I was surprised that the Rust version is _only_ 13x as fast as the Python version.
Probably because it wasn't pure Python to start with.
Shouldn't `close_polygons` be presized in both Python and Rust to avoid repeated allocation and copy ?
One carries the entire feature set of the python runtime, the other is compiled.
The time is spent in this 3-line loop:

    for poly in polygon_subset:
        if np.linalg.norm(poly.center - point) < max_dist:
            close_polygons.append(poly)
I don't think the entire feature set of the Python runtime is involved in this.
Without using every feature you still have to conform to the complexity of the runtime. Every variable in that loop is a hash map lookup into the locals. `np.linalg.norm` is two field accesses, necessitating more hash map lookups on the module objects. `-` and `<` are attribute lookups as well as full function calls.
> Every variable in that loop is a hash map lookup into the locals.

No, it's a LOAD_FAST bytecode instruction. (The other stuff is mostly right, and probably contributes.)

The final code takes just 2.90ms per iteration.
The rest is not a fair comparison, because it rewrites the used libraries, not the application code.

You can always speed up an application if you rewrite the used libraries to match your specific use case.

It's a fair comparison if the purpose is to guide people in fixing performance issues in their python code.

"That Rust library will be faster than the corresponding python library" is a useful thing to know here.

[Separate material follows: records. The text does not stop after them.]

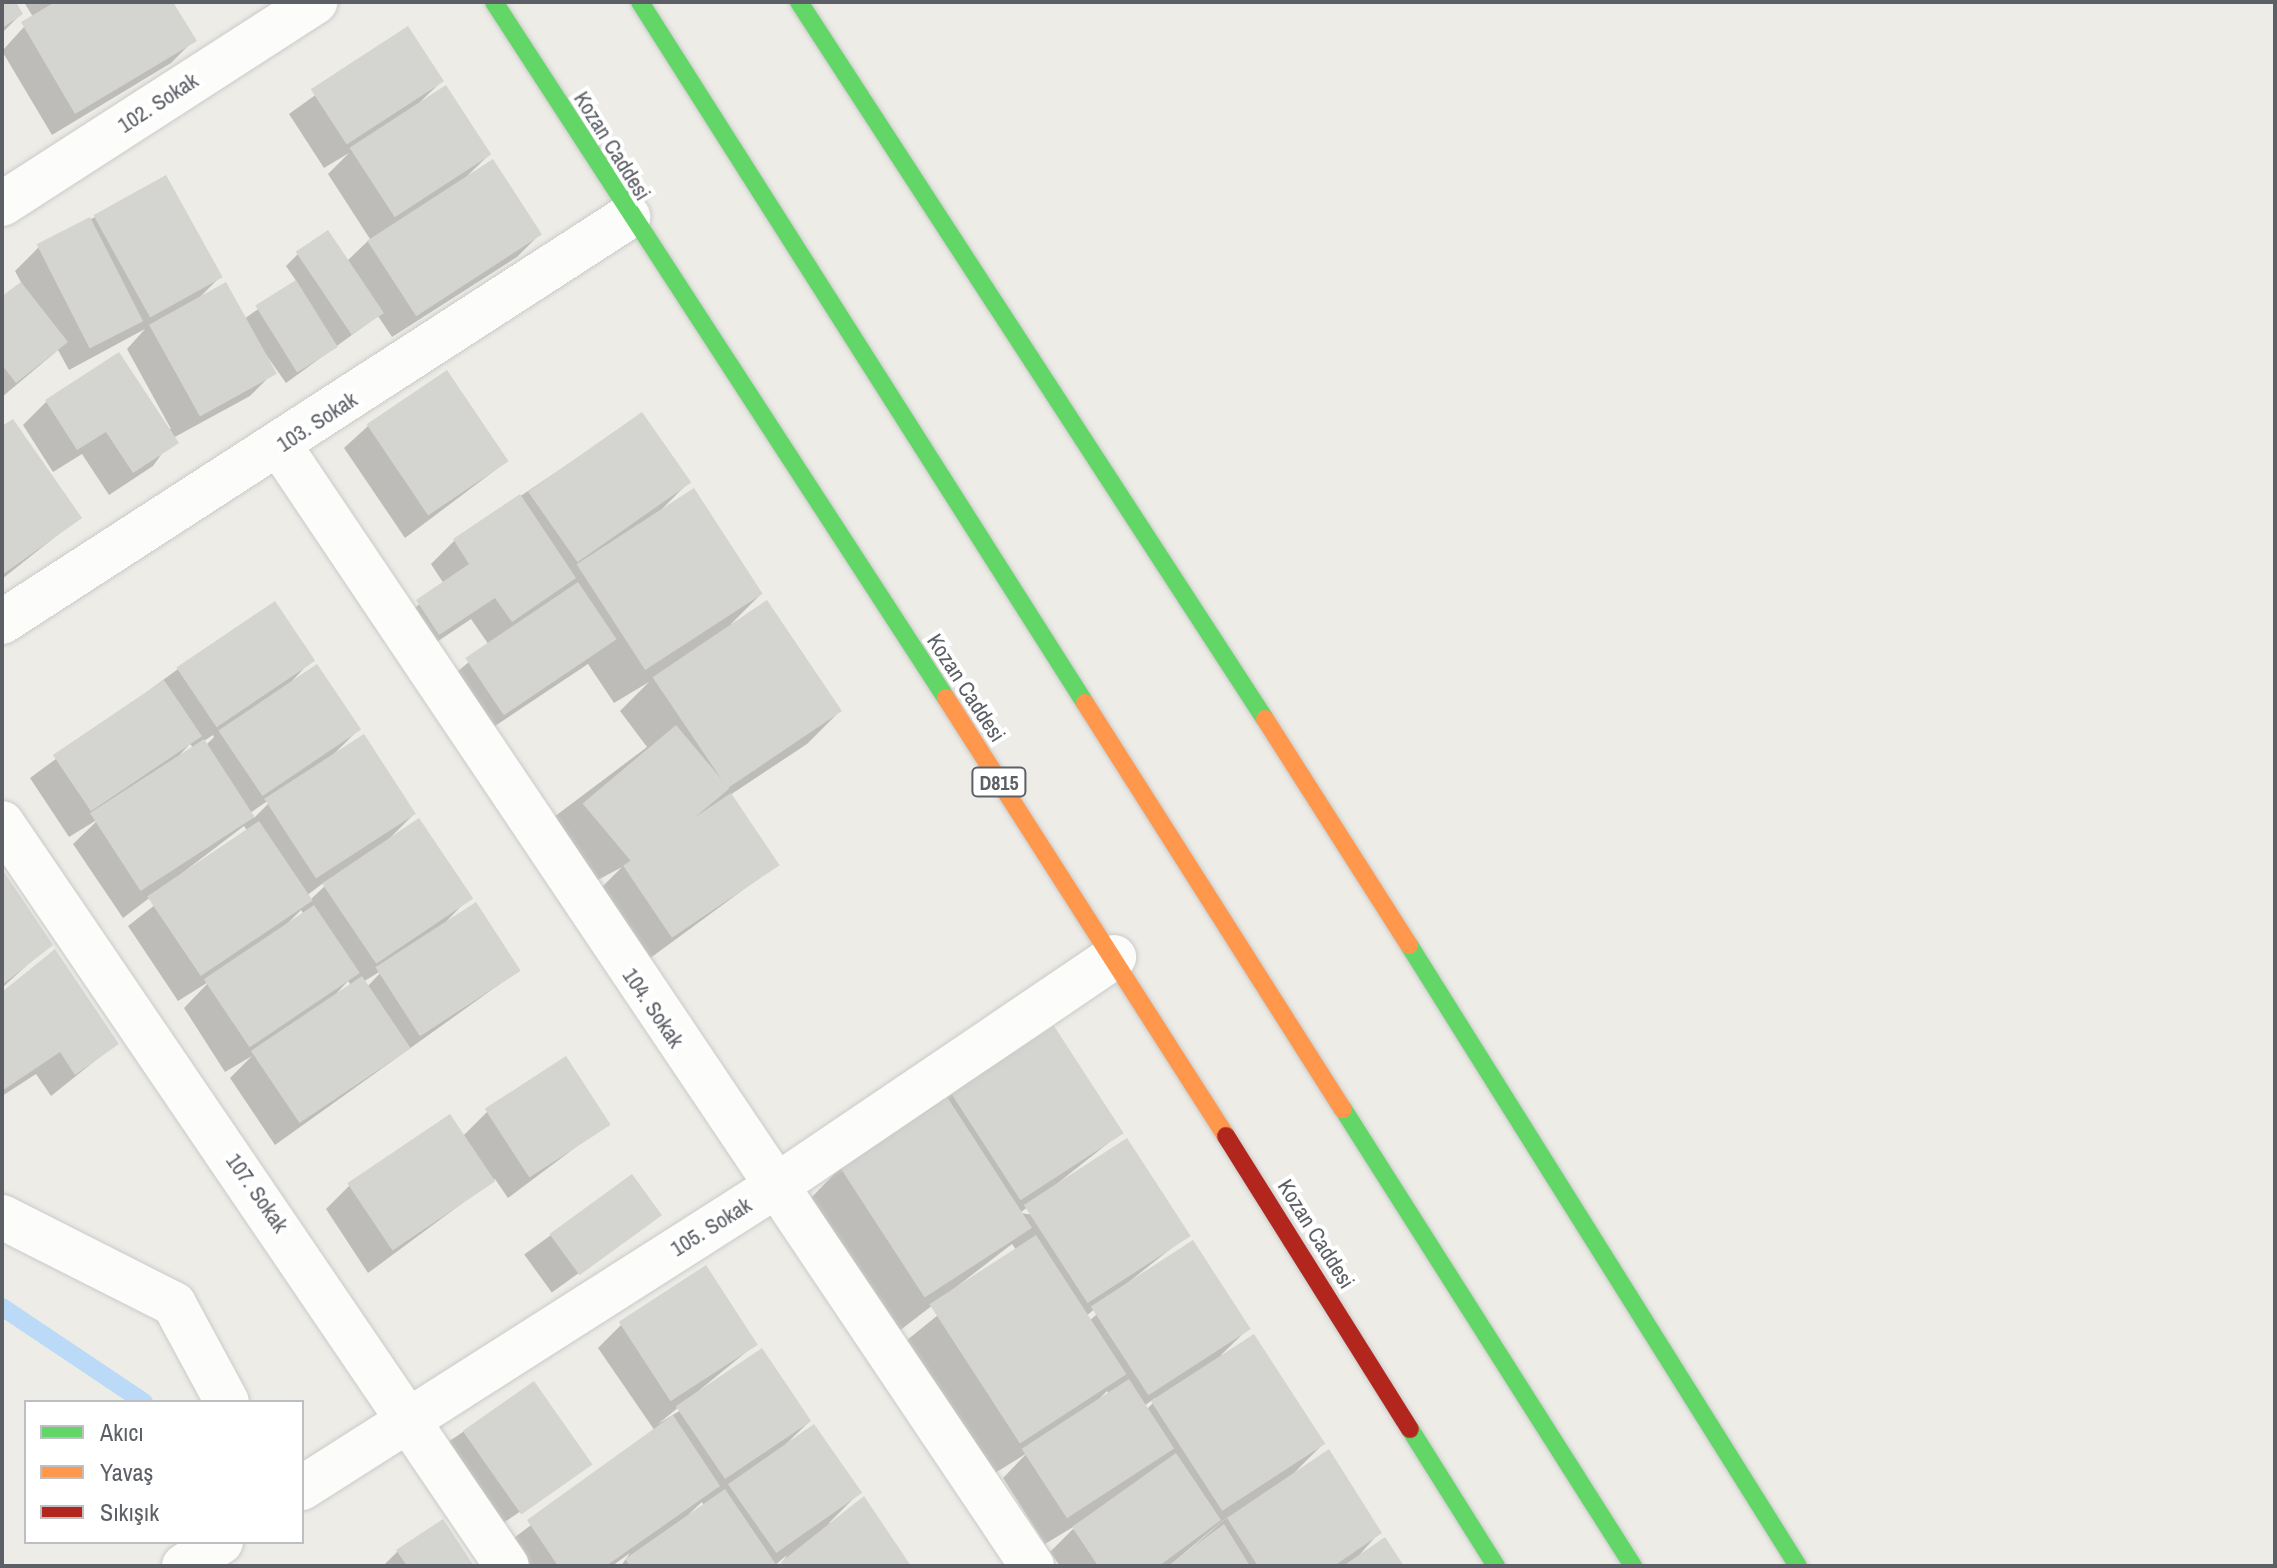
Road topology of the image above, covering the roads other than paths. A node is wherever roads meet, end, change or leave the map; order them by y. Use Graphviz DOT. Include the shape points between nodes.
graph roads {
  1 [pos="315,2"];
  2 [pos="494,2"];
  3 [pos="640,2"];
  4 [pos="799,2"];
  5 [pos="2,204"];
  6 [pos="628,217"];
  7 [pos="280,446"];
  8 [pos="2,622"];
  9 [pos="2,823"];
  10 [pos="1114,957"];
  11 [pos="773,1188"];
  12 [pos="2,1217"];
  13 [pos="226,1400"];
  14 [pos="411,1417"];
  15 [pos="304,1487"];
  16 [pos="218,1544"];
  17 [pos="184,1566"];
  18 [pos="507,1566"];
  19 [pos="1032,1566"];
  20 [pos="1496,1566"];
  21 [pos="1633,1566"];
  22 [pos="1798,1566"];
  1 -- 5 [label="street, 102. Sokak"];
  2 -- 6 [label="main road, Kozan Caddesi / D815"];
  3 -- 21 [label="main road"];
  4 -- 22 [label="main road" via="1352,853"];
  6 -- 7 [label="street, 103. Sokak"];
  6 -- 10 [label="main road, Kozan Caddesi / D815"];
  7 -- 8 [label="street, 103. Sokak"];
  7 -- 11 [label="street, 104. Sokak"];
  9 -- 14 [label="street, 107. Sokak"];
  10 -- 11 [label="street, 105. Sokak"];
  10 -- 20 [label="main road, Kozan Caddesi / D815"];
  11 -- 14 [label="street, 105. Sokak"];
  11 -- 19 [label="street, 104. Sokak"];
  12 -- 13 [label="street" via="174,1304"];
  14 -- 15 [label="street, 105. Sokak"];
  14 -- 18 [label="street, 107. Sokak"];
  16 -- 17 [label="street"];
}
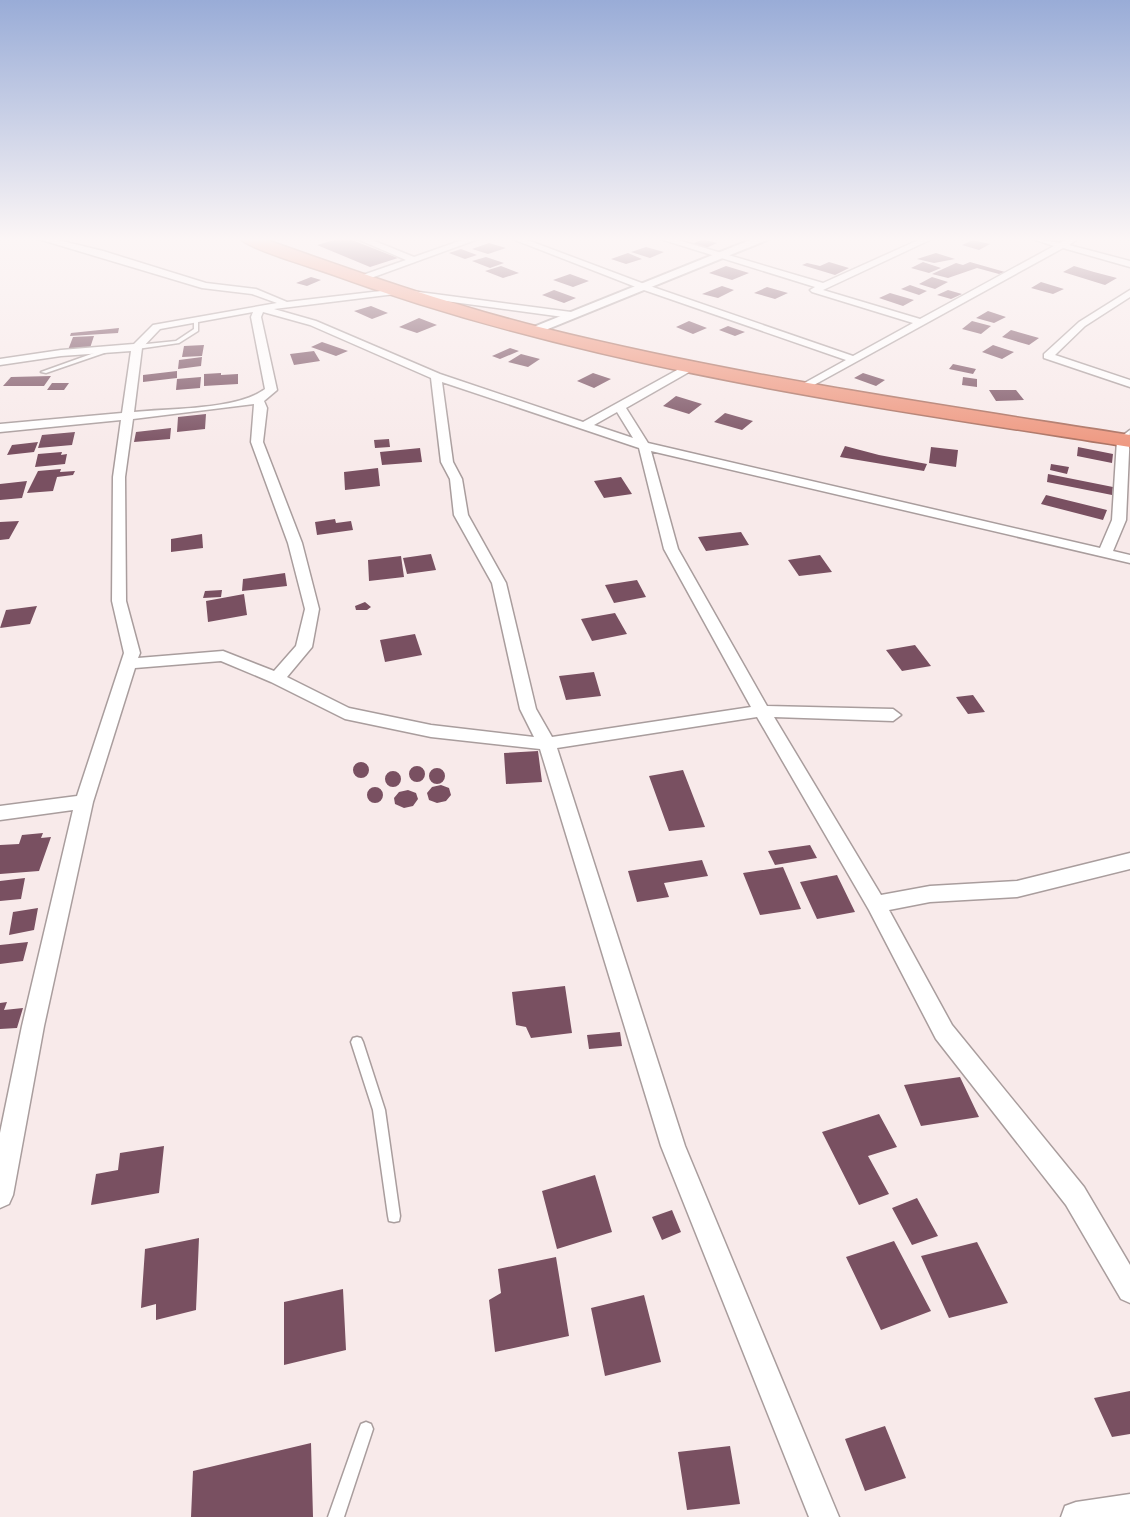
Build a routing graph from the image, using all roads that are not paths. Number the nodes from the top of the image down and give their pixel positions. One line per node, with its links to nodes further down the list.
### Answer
1 (259, 308): 24 (street)
2 (255, 309): 12 (street)
3 (262, 309): 21 (street)
4 (458, 309): 14 (highway)
5 (529, 309): 11 (street)
6 (587, 309): 11 (street)
7 (707, 309): 17 (street)
8 (876, 309): 13 (street)
9 (947, 309): 13 (street)
10 (1106, 309): 22 (street)
11 (571, 315): 14 (street)
12 (196, 320): 15 (street); 15 (lane)
13 (922, 323): 17 (street)
14 (533, 330): 19 (highway)
15 (137, 347): 16 (street); 26 (street)
16 (110, 349): 18 (street); 20 (lane)
17 (855, 360): 23 (street)
18 (0, 362)
19 (692, 366): 23 (highway); 25 (street)
20 (44, 372)
21 (436, 376): 27 (street); 37 (street)
22 (1130, 384)
23 (803, 388): 29 (highway)
24 (258, 400): 26 (street); 34 (street)
25 (619, 406): 27 (street); 30 (street)
26 (128, 415): 28 (street); 33 (street)
27 (584, 426): 30 (street)
28 (0, 428)
29 (1128, 438): 31 (street)
30 (644, 446): 31 (street); 35 (street)
31 (1105, 553): 32 (street)
32 (1130, 559)
33 (128, 664): 34 (street); 38 (street)
34 (277, 678): 37 (street)
35 (762, 711): 36 (street); 37 (street); 41 (street)
36 (893, 715)
37 (547, 744): 49 (street)
38 (84, 802): 39 (street); 43 (street)
39 (0, 813)
40 (1130, 860): 41 (street)
41 (876, 904): 45 (street)
42 (357, 1042): 44 (lane)
43 (0, 1195)
44 (394, 1216)
45 (1130, 1290)
46 (366, 1429): 48 (lane)
47 (1130, 1508): 50 (street)
48 (336, 1517)
49 (824, 1517)
50 (1076, 1517)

Usually not by 10x though, unless the original implementation involved some really bad decisions.
The Rust code is still only brute force - using suitable persistent acceleration structures you can probably get a 10x again or maybe even 100x, in 2D a kd-tree is really fast for NNs.

So much faster that the allocations for the result will probably be the bottleneck.